La IX Commissione (Trasporti) ha formulato un parere favorevole con condizioni, che le Commissioni di merito hanno recepito al fine, tra l'altro, di fare riferimento - all'articolo 6, comma 1 -agli strumenti di programmazione della rete ciclabile eventualmente previsti a livello nazionale e regionale e - all'articolo 13, comma 3 - al piano generale dei trasporti e della logistica e ai documenti pluriennali di pianificazione previsti dall'articolo 201 del nuovo codice dei contratti pubblici di cui al decreto legislativo n. 50 del 2016 nell'ambito dei quali sono individuate apposite azioni destinate alle aree rurali e montane.

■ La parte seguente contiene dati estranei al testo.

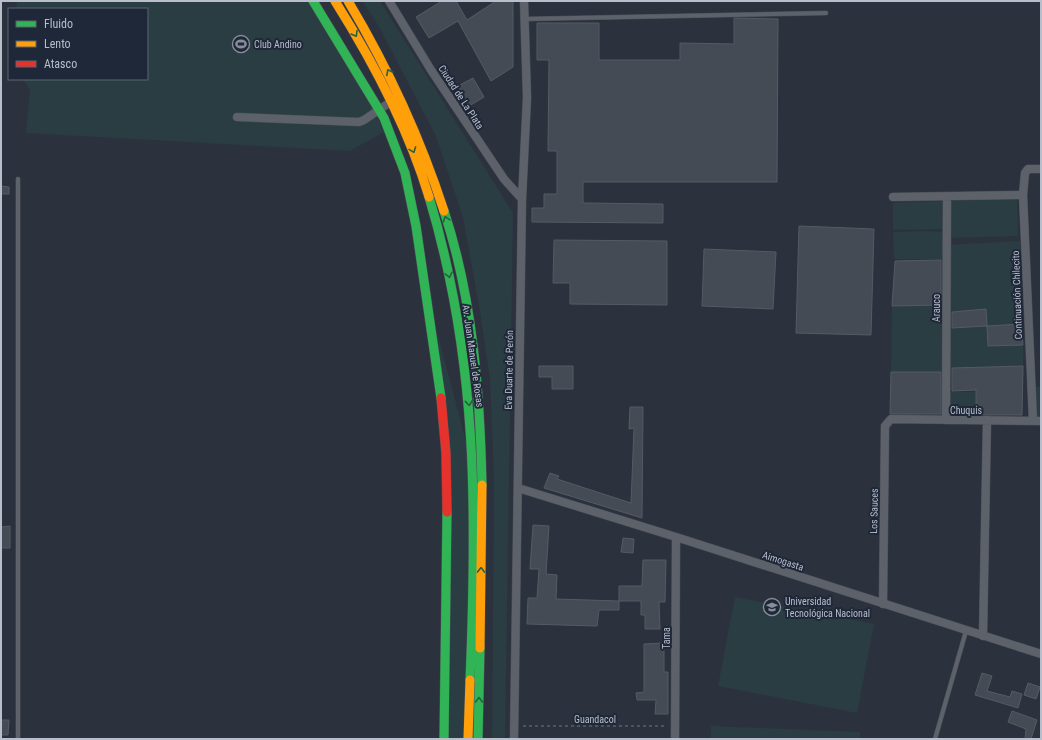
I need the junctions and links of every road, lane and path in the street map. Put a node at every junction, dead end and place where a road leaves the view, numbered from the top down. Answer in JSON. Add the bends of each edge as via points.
{"nodes":[{"id":1,"x":313,"y":1,"type":"edge"},
{"id":2,"x":335,"y":1,"type":"edge"},
{"id":3,"x":348,"y":1,"type":"edge"},
{"id":4,"x":389,"y":1,"type":"edge"},
{"id":5,"x":524,"y":1,"type":"edge"},
{"id":6,"x":826,"y":13,"type":"dead end"},
{"id":7,"x":524,"y":19,"type":"junction"},
{"id":8,"x":392,"y":101,"type":"junction"},
{"id":9,"x":379,"y":110,"type":"junction"},
{"id":10,"x":237,"y":117,"type":"dead end"},
{"id":11,"x":1041,"y":170,"type":"edge"},
{"id":12,"x":18,"y":179,"type":"dead end"},
{"id":13,"x":1023,"y":195,"type":"junction"},
{"id":14,"x":947,"y":196,"type":"junction"},
{"id":15,"x":892,"y":197,"type":"dead end"},
{"id":16,"x":522,"y":199,"type":"junction"},
{"id":17,"x":891,"y":419,"type":"joint"},
{"id":18,"x":946,"y":420,"type":"junction"},
{"id":19,"x":987,"y":420,"type":"junction"},
{"id":20,"x":1037,"y":421,"type":"edge"},
{"id":21,"x":518,"y":488,"type":"junction"},
{"id":22,"x":676,"y":537,"type":"junction"},
{"id":23,"x":882,"y":604,"type":"junction"},
{"id":24,"x":966,"y":631,"type":"junction"},
{"id":25,"x":983,"y":636,"type":"junction"},
{"id":26,"x":1041,"y":654,"type":"edge"},
{"id":27,"x":514,"y":726,"type":"junction"},
{"id":28,"x":675,"y":726,"type":"junction"},
{"id":29,"x":18,"y":739,"type":"edge"},
{"id":30,"x":444,"y":739,"type":"edge"},
{"id":31,"x":468,"y":739,"type":"edge"},
{"id":32,"x":478,"y":739,"type":"edge"},
{"id":33,"x":514,"y":739,"type":"edge"},
{"id":34,"x":675,"y":739,"type":"edge"},
{"id":35,"x":935,"y":739,"type":"edge"}],
"edges":[{"from":1,"to":9,"type":"main road"},
{"from":2,"to":8,"type":"main road","name":"Av. Juan Manuel de Rosas","one_way":true},
{"from":32,"to":3,"type":"main road","name":"Av. Juan Manuel de Rosas","one_way":true,"via":[[480,443],[475,359],[469,317],[448,226],[414,126],[382,59]]},
{"from":4,"to":16,"type":"street","name":"Ciudad de La Plata","via":[[504,179]]},
{"from":5,"to":7,"type":"street","name":"Eva Duarte de Perón"},
{"from":6,"to":7,"type":"lane"},
{"from":7,"to":16,"type":"street","name":"Eva Duarte de Perón","via":[[527,98]]},
{"from":8,"to":9,"type":"street"},
{"from":8,"to":31,"type":"main road","name":"Av. Juan Manuel de Rosas","one_way":true,"via":[[416,159],[440,237],[466,368],[471,420],[473,532]]},
{"from":9,"to":10,"type":"street","via":[[359,122]]},
{"from":9,"to":30,"type":"main road","via":[[406,173],[443,412],[447,494]]},
{"from":11,"to":13,"type":"street","name":"Continuación Chilecito","via":[[1028,169],[1024,173]]},
{"from":12,"to":29,"type":"lane"},
{"from":13,"to":14,"type":"street"},
{"from":13,"to":20,"type":"street","name":"Continuación Chilecito"},
{"from":14,"to":15,"type":"street"},
{"from":14,"to":18,"type":"street","name":"Arauco"},
{"from":16,"to":21,"type":"street","name":"Eva Duarte de Perón"},
{"from":17,"to":18,"type":"street","name":"Chuquis"},
{"from":17,"to":23,"type":"street","name":"Los Sauces","via":[[885,426]]},
{"from":18,"to":19,"type":"street","name":"Chuquis"},
{"from":19,"to":20,"type":"street","name":"Chuquis"},
{"from":19,"to":25,"type":"street"},
{"from":21,"to":22,"type":"street","name":"Aimogasta"},
{"from":21,"to":27,"type":"street","name":"Eva Duarte de Perón"},
{"from":22,"to":23,"type":"street","name":"Aimogasta"},
{"from":22,"to":28,"type":"street","name":"Tama"},
{"from":23,"to":24,"type":"street","name":"Aimogasta"},
{"from":24,"to":25,"type":"street","name":"Aimogasta"},
{"from":24,"to":35,"type":"lane"},
{"from":25,"to":26,"type":"street","name":"Aimogasta"},
{"from":27,"to":28,"type":"path","name":"Guandacol"},
{"from":27,"to":33,"type":"street","name":"Eva Duarte de Perón"},
{"from":28,"to":34,"type":"street","name":"Tama"}]}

Anche la XIII Commissione (Agricoltura) ha formulato un parere favorevole con condizioni, che le Commissioni di merito hanno recepito apportando, tra l'altro, modificazioni agli articoli 10 e 11.

Ulteriori modificazioni hanno tenuto conto dei rilievi della Commissione parlamentare per le questioni regionali con riguardo al richiamo alle disposizioni regionali, con riferimento alla vendita diretta di prodotti agricoli e agroalimentari di cui all'articolo 11, e all'applicabilità della legge alle regioni a statuto speciale e alle province autonome di Trento e di Bolzano.

La VI Commissione (Finanze), la X Commissione (Attività produttive), la XI Commissione (Lavoro pubblico e privato) e la XIV Commissione (Politiche dell'Unione europea) hanno espresso parere favorevole. La VII Commissione (Cultura) e la XII Commissione (Affari sociali) hanno espresso parere favorevole con un'osservazione.